# Does latitude impact the spread of COVID-19?
* Here I use public datasets that are hosted on Kaggle to demonstrate that there are geographic variations in both SARS-CoV-2 infection rates and COVID-19 mortality rates. Specifically, I indentify a specific range of latitudes that allows for rapid spread of the COVID-19 coronavirus disease.

*Step 1: Import Python packages and load the data*

In [1]:
# Import Python Packages
import pandas as pd
import numpy as np
import plotly.express as px
import warnings 
warnings.filterwarnings('ignore')

# Load Data
coordinates = pd.read_csv('/kaggle/input/latitude-and-longitude-for-every-country-and-state/world_country_and_usa_states_latitude_and_longitude_values.csv')
country_coordinates = coordinates[['country_code','latitude','longitude','country']]
state_coordinates = coordinates[['usa_state_code','usa_state_latitude','usa_state_longitude','usa_state']]
df = pd.read_csv('/kaggle/input/novel-corona-virus-2019-dataset/covid_19_data.csv')
df['Country/Region'].replace(['Mainland China'], 'China',inplace=True)
df['Country/Region'].replace(['US'], 'United States',inplace=True)
df['Country'] = df['Country/Region']
df = df[df.ObservationDate==np.max(df.ObservationDate)]
todays_date = '3/11/2020'

# Mortality rate for every country in the dataset
df_deaths = pd.DataFrame(df.groupby('Country')['Deaths'].sum())
df_confirmed = pd.DataFrame(df.groupby('Country')['Confirmed'].sum())
df_confirmed['Deaths'] = df_deaths['Deaths']
df_global = df_confirmed
df_global['Mortality Rate'] = np.round((df_global.Deaths.values/df_global.Confirmed.values)*100,2)
df_global = df_global.reset_index()
df_global = df_global.merge(country_coordinates, left_on='Country', right_on='country')
df_global = df_global[['Country','Confirmed','Deaths','Mortality Rate','latitude','longitude','country_code']]
df_global.columns = ['Country','Confirmed','Deaths','Mortality Rate','Latitude','Longitude','Country_Code']
df_global.to_csv('/kaggle/working/global_covid19_mortality_rates.csv')

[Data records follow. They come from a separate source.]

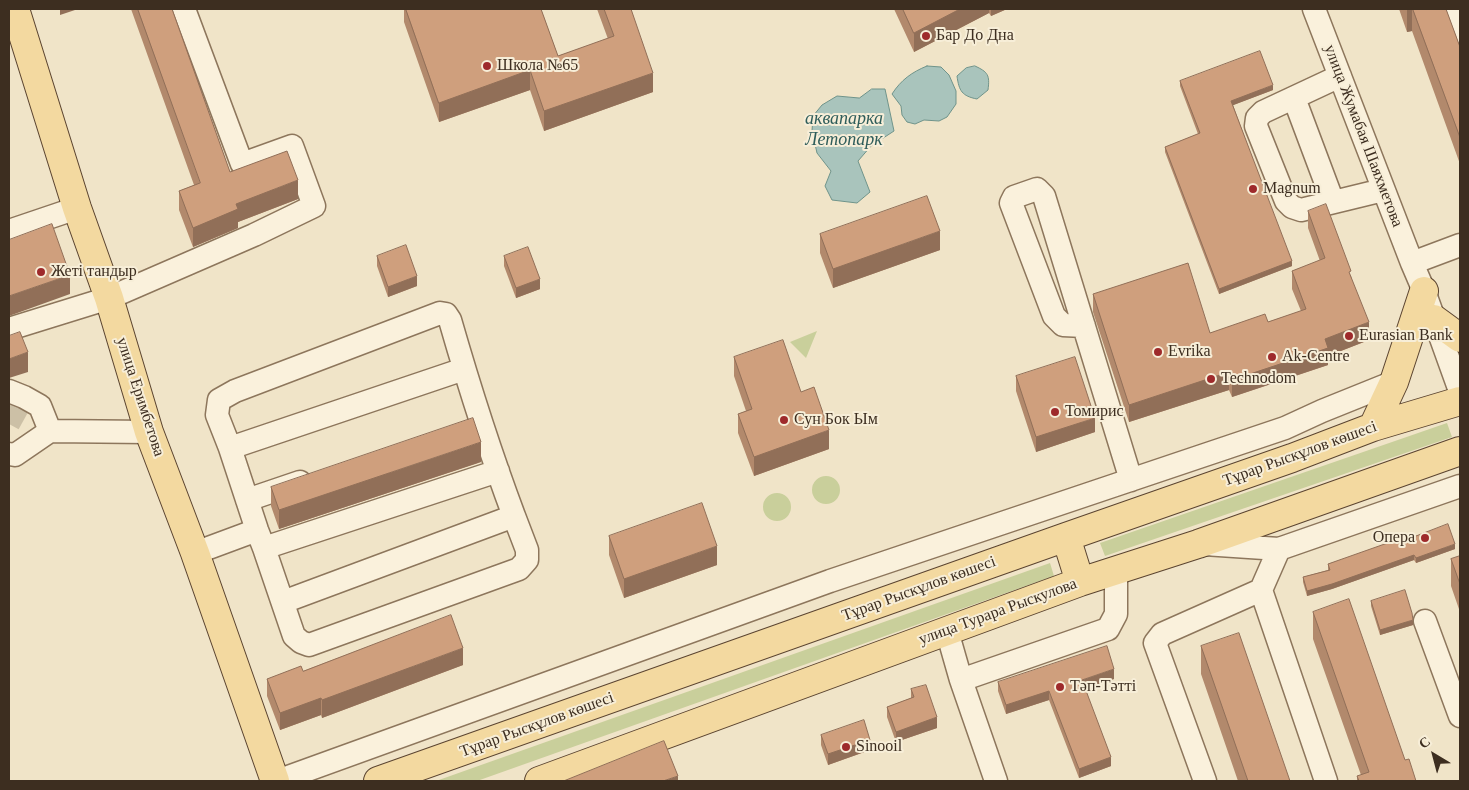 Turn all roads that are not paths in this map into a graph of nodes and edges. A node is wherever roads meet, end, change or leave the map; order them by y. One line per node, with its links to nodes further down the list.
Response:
1 (15, 9): 10 (main road, улица Еримбетова)
2 (184, 9): 15 (street)
3 (1314, 9): 6 (street, улица Жумабая Шаяхметова)
4 (1451, 9): 5 (street)
5 (1460, 32)
6 (1340, 76): 7 (street); 8 (street, улица Жумабая Шаяхметова)
7 (1294, 98): 9 (street); 9 (street)
8 (1383, 190): 9 (street); 13 (street, улица Жумабая Шаяхметова)
9 (1333, 202)
10 (77, 208): 11 (street); 15 (main road, улица Еримбетова)
11 (9, 231)
12 (1460, 245): 13 (street)
13 (1412, 263): 14 (street, улица Жумабая Шаяхметова)
14 (1424, 291): 16 (street, улица Жумабая Шаяхметова); 21 (main road)
15 (109, 298): 18 (street); 28 (main road, улица Еримбетова)
16 (1434, 319): 19 (main road); 22 (street, улица Жумабая Шаяхметова)
17 (1084, 326): 17 (street); 35 (street)
18 (9, 329)
19 (1460, 338)
20 (464, 369): 29 (street); 29 (street); 33 (street)
21 (1394, 382): 25 (main road); 26 (street)
22 (1460, 391)
23 (9, 392): 27 (street)
24 (1460, 400): 25 (main road, Тұрар Рыскұлов көшесі)
25 (1373, 427): 32 (main road, Тұрар Рыскұлов көшесі)
26 (1286, 428): 32 (street); 35 (street)
27 (50, 431): 28 (street); 31 (street)
28 (150, 432): 43 (main road, улица Еримбетова)
29 (230, 448): 37 (street)
30 (1460, 451): 41 (main road, улица Турара Рыскулова)
31 (9, 454)
32 (1292, 458): 39 (main road, Тұрар Рыскұлов көшесі)
33 (498, 471): 38 (street); 40 (street)
34 (322, 475): 37 (street)
35 (1130, 480): 52 (street)
36 (1460, 486): 42 (street)
37 (247, 500): 40 (street)
38 (514, 516): 47 (street); 47 (street)
39 (1066, 537): 45 (main road); 53 (main road, Тұрар Рыскұлов көшесі)
40 (260, 539): 43 (street); 47 (street)
41 (1198, 544): 42 (street); 44 (main road, улица Турара Рыскулова)
42 (1278, 549): 46 (street)
43 (195, 552): 52 (main road, улица Еримбетова)
44 (1116, 571): 45 (main road, улица Турара Рыскулова); 50 (street)
45 (1080, 582): 49 (main road, улица Турара Рыскулова)
46 (1261, 590): 56 (street); 57 (street)
47 (283, 602)
48 (1425, 621): 51 (street)
49 (946, 631): 50 (street); 54 (main road, улица Турара Рыскулова)
50 (961, 680): 55 (street)
51 (1460, 716)
52 (276, 781)
53 (378, 781)
54 (539, 781)
55 (996, 781)
56 (1205, 781)
57 (1326, 781)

# Mortality rate for every state in the USA
df_usa = df[df['Country/Region']=='United States']
df_usa = df_usa[df_usa.ObservationDate==np.max(df_usa.ObservationDate)]
df_usa['State'] = df_usa['Province/State']
df_usa['Mortality Rate'] = np.round((df_usa.Deaths.values/df_usa.Confirmed.values)*100,2)
df_usa.sort_values('Mortality Rate', ascending= False).head(10)
df_usa = df_usa.merge(state_coordinates, left_on='State', right_on='usa_state')
df_usa['Latitude'] = df_usa['usa_state_latitude']
df_usa['Longitude'] = df_usa['usa_state_longitude']
df_usa = df_usa[['State','Confirmed','Deaths','Recovered','Mortality Rate','Latitude','Longitude','usa_state_code']]
df_usa.columns = ['State','Confirmed','Deaths','Recovered','Mortality Rate','Latitude','Longitude','USA_State_Code']
df_usa.to_csv('/kaggle/working/usa_covid19_mortality_rates.csv')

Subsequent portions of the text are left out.